Issues with the world’s largest digital library

While Google seems cleared to become an important scholarly destination due to its efforts to create the world’s largest digital library, Geoffrey Nunberg argues the system has some critical problems:

But to pose those [scholarly] questions, you need reliable metadata about dates and categories, which is why it’s so disappointing that the book search’s metadata are a train wreck: a mishmash wrapped in a muddle wrapped in a mess…

But I have the sense that a lot of the initial problems are due to Google’s slightly clueless fumbling as it tried master a domain that turned out to be a lot more complex than the company first realized. It’s clear that Google designed the system without giving much thought to the need for reliable metadata. In fact, Google’s great achievement as a Web search engine was to demonstrate how easy it could be to locate useful information without attending to metadata or resorting to Yahoo-like schemes of classification. But books aren’t simply vehicles for communicating information, and managing a vast library collection requires different skills, approaches, and data than those that enabled Google to dominate Web searching.

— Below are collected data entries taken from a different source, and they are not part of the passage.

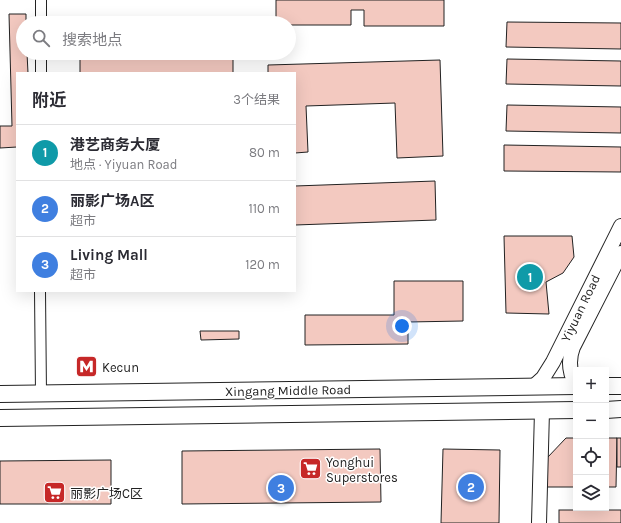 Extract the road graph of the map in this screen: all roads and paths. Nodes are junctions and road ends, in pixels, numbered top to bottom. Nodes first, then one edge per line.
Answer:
1 (41, 0) edge
2 (41, 16) edge
3 (41, 60) edge
4 (41, 72) edge
5 (621, 226) edge
6 (621, 253) edge
7 (40, 292) edge
8 (573, 378) edge
9 (573, 386) edge
10 (609, 386) edge
11 (621, 386) edge
12 (533, 387) junction
13 (0, 394) edge
14 (41, 394) junction
15 (621, 409) edge
16 (573, 410) edge
17 (609, 410) edge
18 (542, 411) junction
19 (0, 418) edge
20 (539, 523) edge

1 - 2 street
3 - 4 street
5 - 12 street, Yiyuan Road
6 - 8 street, Yiyuan Road
7 - 14 street
9 - 12 main road, Xingang Middle Road
10 - 11 main road
12 - 14 main road, Xingang Middle Road
13 - 14 main road, Xingang Middle Road
15 - 17 main road
16 - 18 main road, Xingang Middle Road
18 - 19 main road, Xingang Middle Road
18 - 20 street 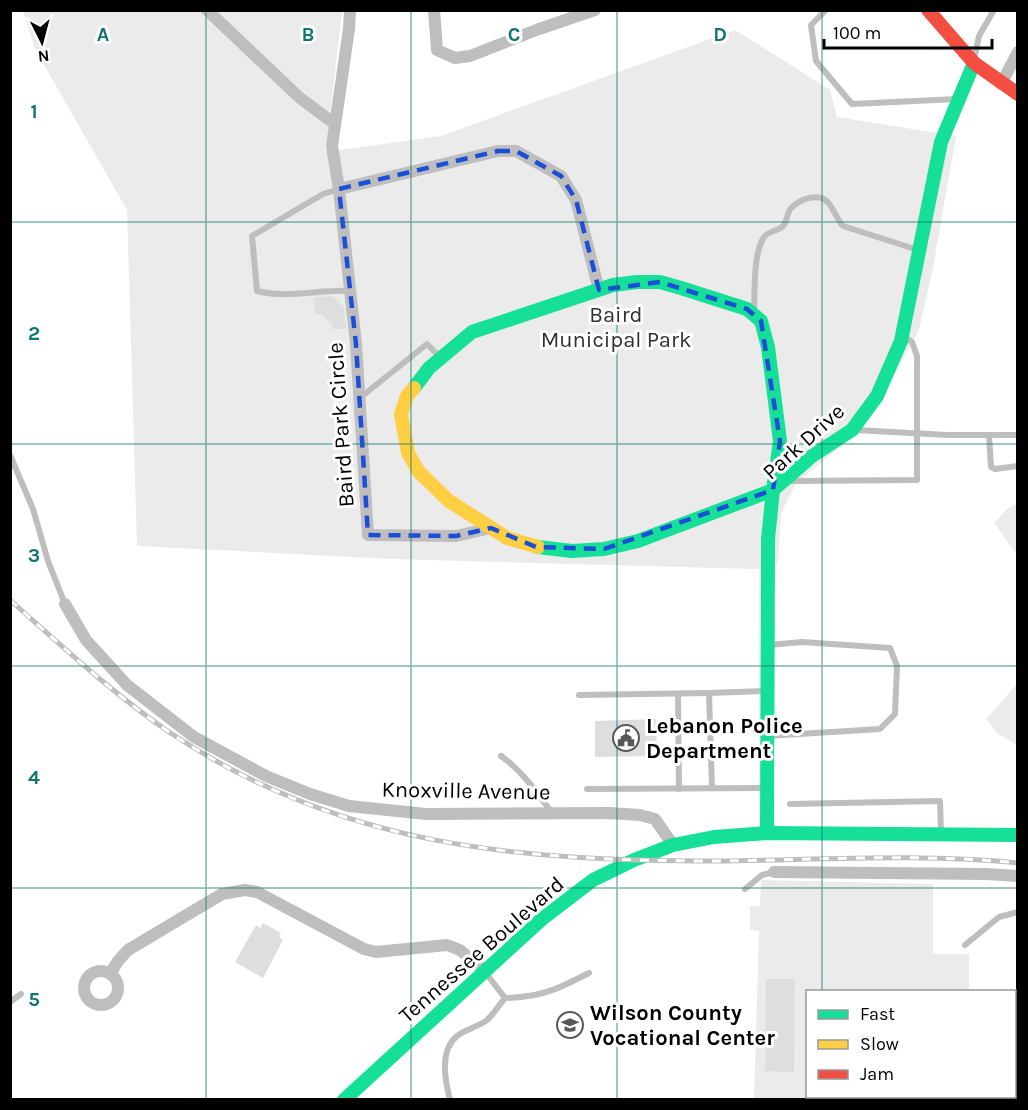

I’m sure Google is interested in correcting some of these issues – even their famous search algorithm is under constant scrutiny as they search for more optimal ways to present information.

Even as these problems are ironed out, it does seem like having this kind of digital library could transform scholarly research. Just as I can’t imagine a world where all sociology articles are online (and I can access many of them), years from now we may look back and wonder how people operated without a vast online library of digital books.